Posts : 7058 Joined: 14 SEP 2003
Status : Online | Originally Posted By Unity (11 MAY 2004 12:43pm) Why? First let's suppose that 0 is "evenly divisible" by any integer to get rid of edge cases (like 1 or 222)...
A 2-digit number can be represented as 10x + y where x and y are the digits. If we swap the digits and subtract the numbers, we'll have
10x + y - (10y + x) = 9x - 9y
lo and behold, the result will be divisible by 9.
For numbers with more digits, we are only interested in the swappable ones (the others will just cancel out on subtraction), and those can be represented as (10^a)x + (10^b)y, where a and b are non-negative integers, and a > b.

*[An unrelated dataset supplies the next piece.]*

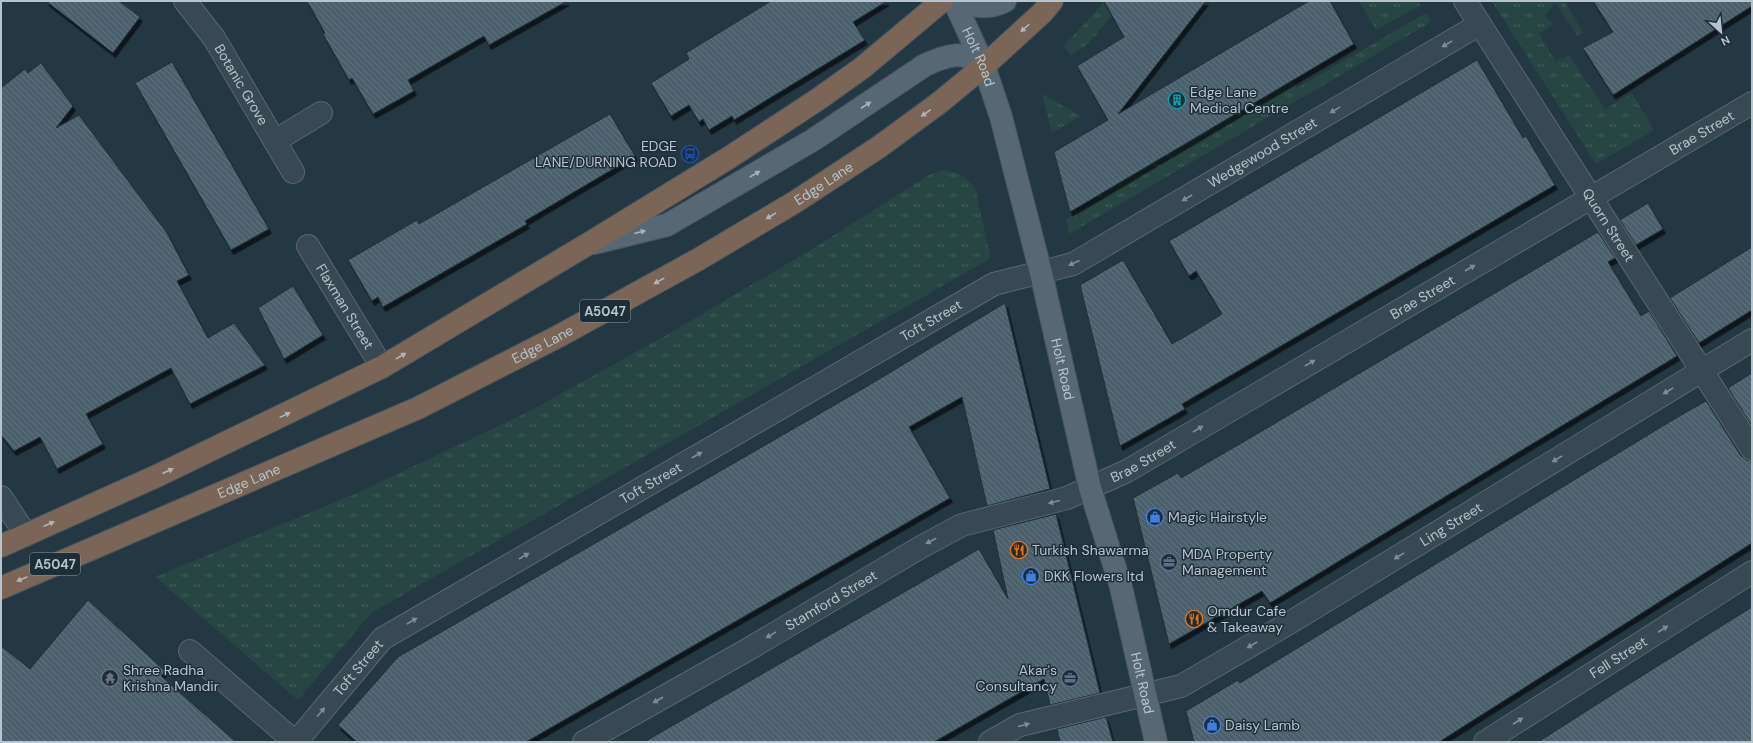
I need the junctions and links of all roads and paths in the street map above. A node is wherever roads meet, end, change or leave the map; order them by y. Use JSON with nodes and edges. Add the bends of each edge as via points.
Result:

Now the generic equation is
(10^a)x + (10^b)y - ((10^a)y - (10^b)x) = x(10^a - 10^b) - y(10^a - 10^b)
so the question is, will 10^a - 10^b always be divisible by 9?
Since a > b, the answer is yes. If a is, say, 4, then b can be 3, 2, 1 or 0; 10^a is 10^4 is 10000, and 10^b can be either of 1000, 100, 10 or 1. The numbers 9000, 9900, 9990 and 9999 are all divisible by 9.
I forgot my sig.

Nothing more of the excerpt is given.